Patient tolerance of BiPAP is variable and can be improved by efficient troubleshooting by the emergency physician (Table 3).

Discontinuation of therapy should not be the initial option if the patient has difficulty tolerating the treatment. If the patient does not tolerate NIPPV, then the first step is to assess for air leaks within the unit. As the default pressure support system is flow limited, any air leaks will prevent the machine from reaching the preprogrammed flow rate/pressure limit, thereby prolonging the inspiratory time.

If there is a persistent air leak, then a time-limited setting should be attempted in order to limit the inspiratory time.

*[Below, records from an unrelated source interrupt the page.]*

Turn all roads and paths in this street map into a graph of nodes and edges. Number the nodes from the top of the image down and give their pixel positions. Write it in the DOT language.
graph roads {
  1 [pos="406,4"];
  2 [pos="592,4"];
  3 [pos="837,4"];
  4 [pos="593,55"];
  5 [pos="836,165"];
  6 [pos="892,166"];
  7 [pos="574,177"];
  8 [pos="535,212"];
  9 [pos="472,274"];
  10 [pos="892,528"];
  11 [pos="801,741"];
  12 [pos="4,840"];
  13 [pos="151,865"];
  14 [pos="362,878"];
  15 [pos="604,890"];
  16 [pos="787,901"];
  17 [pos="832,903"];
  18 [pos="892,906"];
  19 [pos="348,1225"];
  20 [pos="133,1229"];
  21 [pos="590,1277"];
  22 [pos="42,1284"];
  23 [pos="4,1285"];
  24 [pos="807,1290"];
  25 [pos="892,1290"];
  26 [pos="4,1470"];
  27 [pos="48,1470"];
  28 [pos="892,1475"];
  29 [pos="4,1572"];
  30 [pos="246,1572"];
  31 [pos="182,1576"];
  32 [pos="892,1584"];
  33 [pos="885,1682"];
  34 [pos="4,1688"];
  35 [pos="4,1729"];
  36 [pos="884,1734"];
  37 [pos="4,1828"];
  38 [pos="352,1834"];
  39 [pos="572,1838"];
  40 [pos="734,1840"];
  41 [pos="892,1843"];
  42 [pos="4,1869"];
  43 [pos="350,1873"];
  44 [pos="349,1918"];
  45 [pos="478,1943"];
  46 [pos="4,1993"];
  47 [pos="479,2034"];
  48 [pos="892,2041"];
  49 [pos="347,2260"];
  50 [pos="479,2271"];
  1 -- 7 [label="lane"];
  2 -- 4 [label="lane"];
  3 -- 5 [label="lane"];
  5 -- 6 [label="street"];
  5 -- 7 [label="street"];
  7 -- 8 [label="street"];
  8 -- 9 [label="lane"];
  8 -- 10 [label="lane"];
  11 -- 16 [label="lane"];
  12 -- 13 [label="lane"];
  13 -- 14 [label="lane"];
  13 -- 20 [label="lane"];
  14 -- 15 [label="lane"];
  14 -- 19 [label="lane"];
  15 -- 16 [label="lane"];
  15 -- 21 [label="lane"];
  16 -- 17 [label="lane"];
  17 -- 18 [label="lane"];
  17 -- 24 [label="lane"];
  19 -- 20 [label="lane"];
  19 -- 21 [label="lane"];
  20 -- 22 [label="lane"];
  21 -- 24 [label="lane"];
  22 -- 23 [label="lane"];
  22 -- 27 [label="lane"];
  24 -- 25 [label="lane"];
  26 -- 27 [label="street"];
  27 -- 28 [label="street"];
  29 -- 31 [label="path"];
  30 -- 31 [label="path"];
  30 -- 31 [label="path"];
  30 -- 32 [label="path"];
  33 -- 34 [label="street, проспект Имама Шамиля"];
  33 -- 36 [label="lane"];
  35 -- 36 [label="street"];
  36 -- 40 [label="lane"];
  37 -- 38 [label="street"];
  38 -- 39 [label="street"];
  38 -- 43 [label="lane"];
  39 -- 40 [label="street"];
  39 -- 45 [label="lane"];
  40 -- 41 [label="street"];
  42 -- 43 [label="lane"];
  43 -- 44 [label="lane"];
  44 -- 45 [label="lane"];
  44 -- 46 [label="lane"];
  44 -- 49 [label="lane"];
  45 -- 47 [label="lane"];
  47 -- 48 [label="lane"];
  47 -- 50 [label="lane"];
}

Finally, if there still remains no improvement, then the clinician can use a proportional assist ventilation (PAV) mode. When viewing clinical outcomes, PAV is not different from pressure support, but this mode may be better tolerated. As a final step of therapy escalation, the patient may be changed to an assist-control (AC) setting. This particular mode is not as well tolerated but will decrease the work of breathing by delivering a set volume.39

If the patient shows clinical signs of improvement during the emergency department visit, then the physician should attempt to wean the patient from ventilatory support. The clinician must take a stepwise approach by incrementally decreasing the amount of pressure support or increasing the time off of NIPPV in intervals.

Acute respiratory failure is a multifactorial presentation that the emergency physician must be able to handle deftly. Intubation of patients is a common treatment that may be necessary in patients presenting with acute respiratory failure. However, this remains a procedure that is fraught with complications in the short and long term.

NIPPV has been shown, in specific disease processes, to decrease intubation rates, as well as mortality and various indicators of morbidity. The evidence for usage in COPD, congestive heart failure, asthma, and respiratory failure in the immunocompromised patient is very compelling, and noninvasive positive pressure has become standard therapy. Support for NIPPV in other disease processes is also growing as the evidence continues to mount.